I’ve spent most of my career maintaining web services. That is, code that others depend upon running on servers somewhere (often owned and maintained by a third party1). I’ve had the good fortune to be able to inspect running services and to take action to correct problems2. This might look like restarting a “stuck” server, deploying an emergency fix, adding more servers to accommodate increased load, etc.

Being able to take manual action against a running system is a double edged sword. On one hand, you can fix problems. On the other: you can cause them.

And oh boy, is it easy to cause them. Remember the great S3 outage of 20173? Famously caused by manual action. The Great Facebook Outage of 2021, also manual action4. Examples abound.

A knee jerk response here is to try to get rid of operators — those human beings entrusted with managing a running service5. Ensure the system “can’t go down”. This is a worthy goal. How can we make our system as self-healing as possible and minimize the need for manual interaction?

Attempting to do so, however, comes with a tradeoff. The cost of the level of reliability and testing needed to “completely” eliminate operator intervention in a modern web service (or even critical parts of such a service) is astronomical.

So. No one does that6.

There are always operators. And those operators are entrusted with the power to take destructive action (either foreseen or arbitrary) against the running service. Now we do our best, of course, to remove foreseeable interventions, and we do our best to make any intervention as safe as possible. We do this by scripts/tooling, runbooks of blessed and tested sequences of manual action, and roles of elevated but not arbitrary scope.

Should an emergent issue requiring manual action lend itself to being solved with prepared tools or runbooks running under an elevated but not arbitrary permission set, then we pat ourselves on the back and admire our foresight.

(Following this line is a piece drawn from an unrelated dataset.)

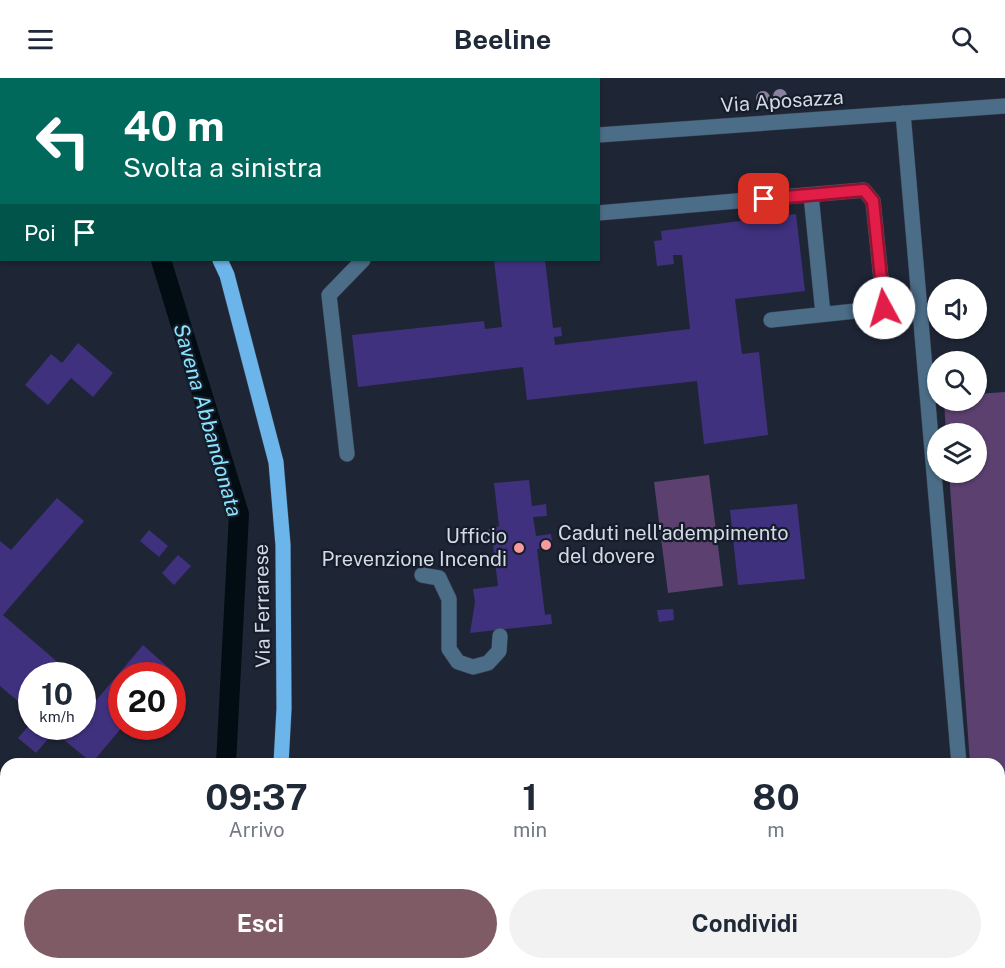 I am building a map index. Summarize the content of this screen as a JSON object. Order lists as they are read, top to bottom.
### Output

If that’s not the case – if we’re seeing an emergent, novel issue – when an operator is paged in to resolve an issue, we have an extremely elevated risk profile. Chances are the engineer will need to 1) use elevated permissions 2) take untested action against the system. You see the problem.

How do we minimize the risk associated with a just-paged-in, sleep-deprived, stressed engineer using God Mode making arbitrary changes against our system? The answer that was hammered into my skull at AWS: don’t go it alone.

The two person rule (2PR) — obtain another operator’s explicit approval before running any destructive action against prod.

The principle here being the same behind code reviews — two pairs of eyes are better than one. Your partner may well spot non-obvious issues in the proposed intervention. Together, y’all can figure out a safer approach.

What about those foreseen actions (e.g., runbooks), run through tightly controlled ops tooling? Do those need to be run under 2PR? In the general case, I don’t know. What’s the level of automation, the opportunity for operator error, the risk, your risk tolerance, the availability of additional operators, etc., etc.? This is a gray zone where a team discussion on individual cases makes sense.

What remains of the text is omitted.